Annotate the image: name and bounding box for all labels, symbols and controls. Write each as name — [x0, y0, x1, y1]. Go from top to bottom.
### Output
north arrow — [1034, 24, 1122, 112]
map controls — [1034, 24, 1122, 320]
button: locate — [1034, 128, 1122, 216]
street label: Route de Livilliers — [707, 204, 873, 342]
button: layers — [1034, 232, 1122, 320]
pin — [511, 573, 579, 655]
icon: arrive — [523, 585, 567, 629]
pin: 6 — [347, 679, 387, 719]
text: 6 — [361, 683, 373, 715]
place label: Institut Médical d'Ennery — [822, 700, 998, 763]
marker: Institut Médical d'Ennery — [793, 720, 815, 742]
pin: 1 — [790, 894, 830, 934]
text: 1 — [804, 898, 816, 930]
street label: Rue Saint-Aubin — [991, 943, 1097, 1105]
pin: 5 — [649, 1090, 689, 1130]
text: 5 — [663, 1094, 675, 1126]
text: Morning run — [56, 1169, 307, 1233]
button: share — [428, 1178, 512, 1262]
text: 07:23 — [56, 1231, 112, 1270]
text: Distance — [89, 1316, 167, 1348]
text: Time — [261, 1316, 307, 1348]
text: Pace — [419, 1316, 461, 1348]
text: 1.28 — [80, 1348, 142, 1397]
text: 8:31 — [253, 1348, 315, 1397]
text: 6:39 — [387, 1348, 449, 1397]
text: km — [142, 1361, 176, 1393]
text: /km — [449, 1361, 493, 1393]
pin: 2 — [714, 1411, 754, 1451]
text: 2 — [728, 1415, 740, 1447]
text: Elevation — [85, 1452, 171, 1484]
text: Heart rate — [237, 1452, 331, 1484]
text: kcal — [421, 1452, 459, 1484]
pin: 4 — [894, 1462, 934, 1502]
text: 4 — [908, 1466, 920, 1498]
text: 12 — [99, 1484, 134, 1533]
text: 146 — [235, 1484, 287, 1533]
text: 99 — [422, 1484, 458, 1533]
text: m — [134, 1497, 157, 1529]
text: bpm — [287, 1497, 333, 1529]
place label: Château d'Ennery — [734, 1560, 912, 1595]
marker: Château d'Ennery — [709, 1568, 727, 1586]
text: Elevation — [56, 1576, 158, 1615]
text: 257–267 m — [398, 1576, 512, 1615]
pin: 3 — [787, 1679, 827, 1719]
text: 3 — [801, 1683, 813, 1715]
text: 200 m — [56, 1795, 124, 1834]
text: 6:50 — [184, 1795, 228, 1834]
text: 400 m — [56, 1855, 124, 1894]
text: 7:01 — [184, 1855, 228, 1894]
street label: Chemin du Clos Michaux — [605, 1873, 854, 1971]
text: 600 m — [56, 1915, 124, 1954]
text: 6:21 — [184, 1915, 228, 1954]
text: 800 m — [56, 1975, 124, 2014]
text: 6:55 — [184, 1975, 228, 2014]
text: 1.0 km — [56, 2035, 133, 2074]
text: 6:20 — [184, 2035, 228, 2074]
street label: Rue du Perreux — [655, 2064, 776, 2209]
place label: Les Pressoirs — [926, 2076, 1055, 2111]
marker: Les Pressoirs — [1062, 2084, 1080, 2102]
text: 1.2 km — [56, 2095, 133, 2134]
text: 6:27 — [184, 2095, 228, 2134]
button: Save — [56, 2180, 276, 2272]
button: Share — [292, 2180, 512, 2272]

• • • •

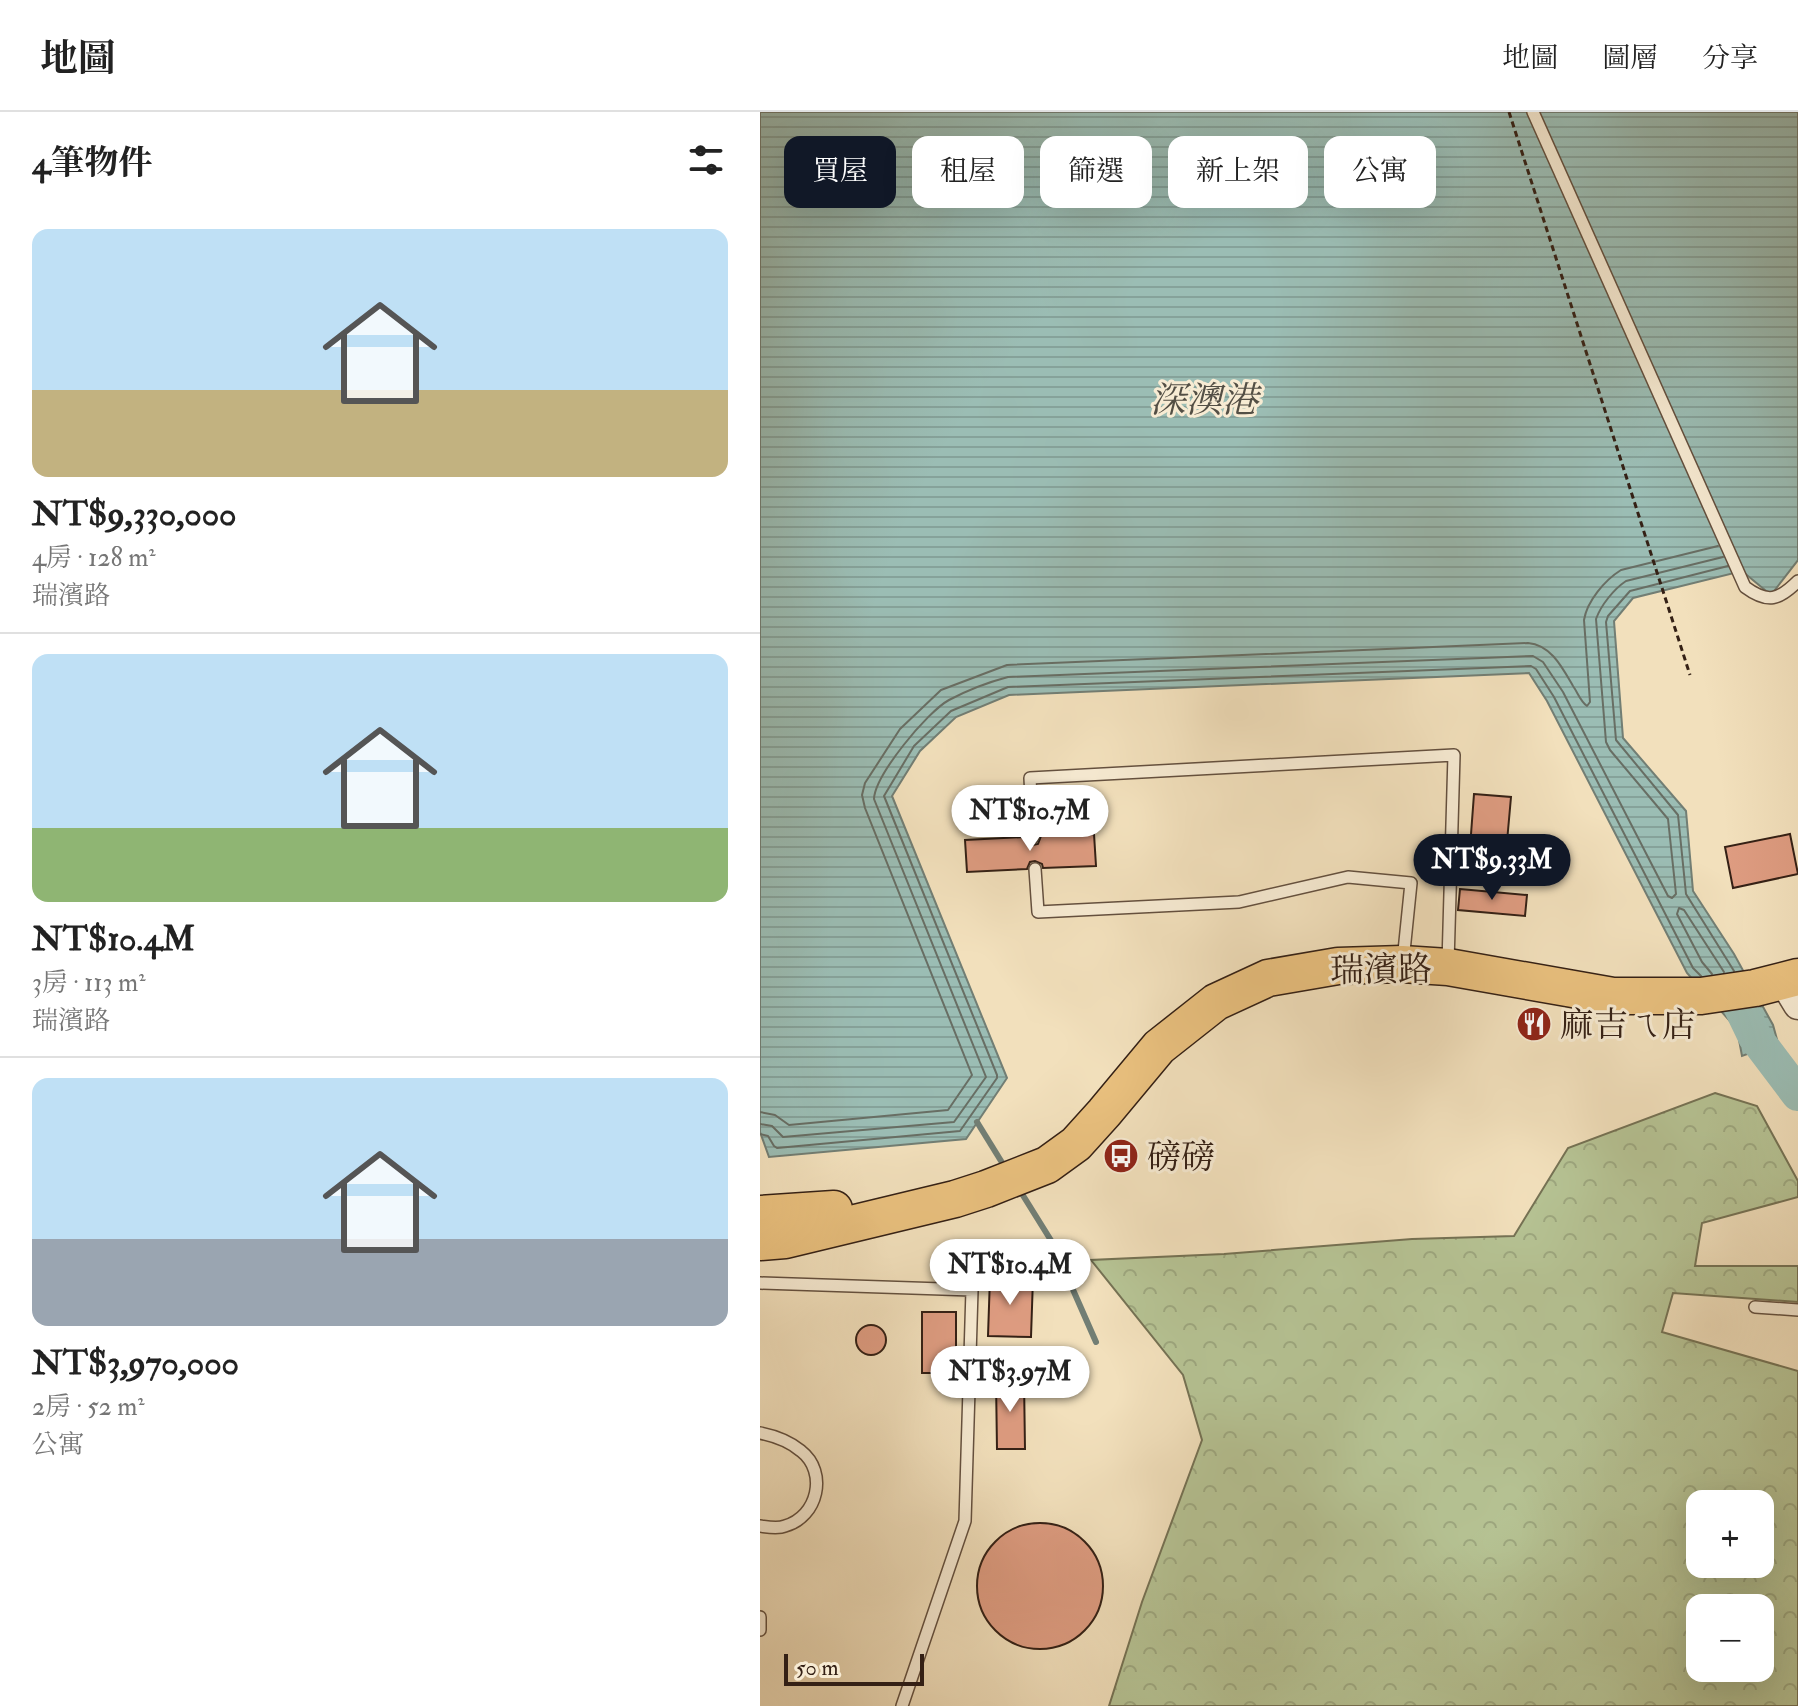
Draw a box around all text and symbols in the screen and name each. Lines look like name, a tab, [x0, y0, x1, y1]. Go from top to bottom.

• • • •

▶ **Work to complete**: Copy out the lines above with "each" in them.

▶ **Your response**:
Annotate the image: name and bounding box for all labels, symbols and controls. Write each as name — [x0, y0, x1, y1]. Go from top to bottom.
Draw a box around all text and symbols in the screen and name each. Lines look like name, a tab, [x0, y0, x1, y1]. Go from top to bottom.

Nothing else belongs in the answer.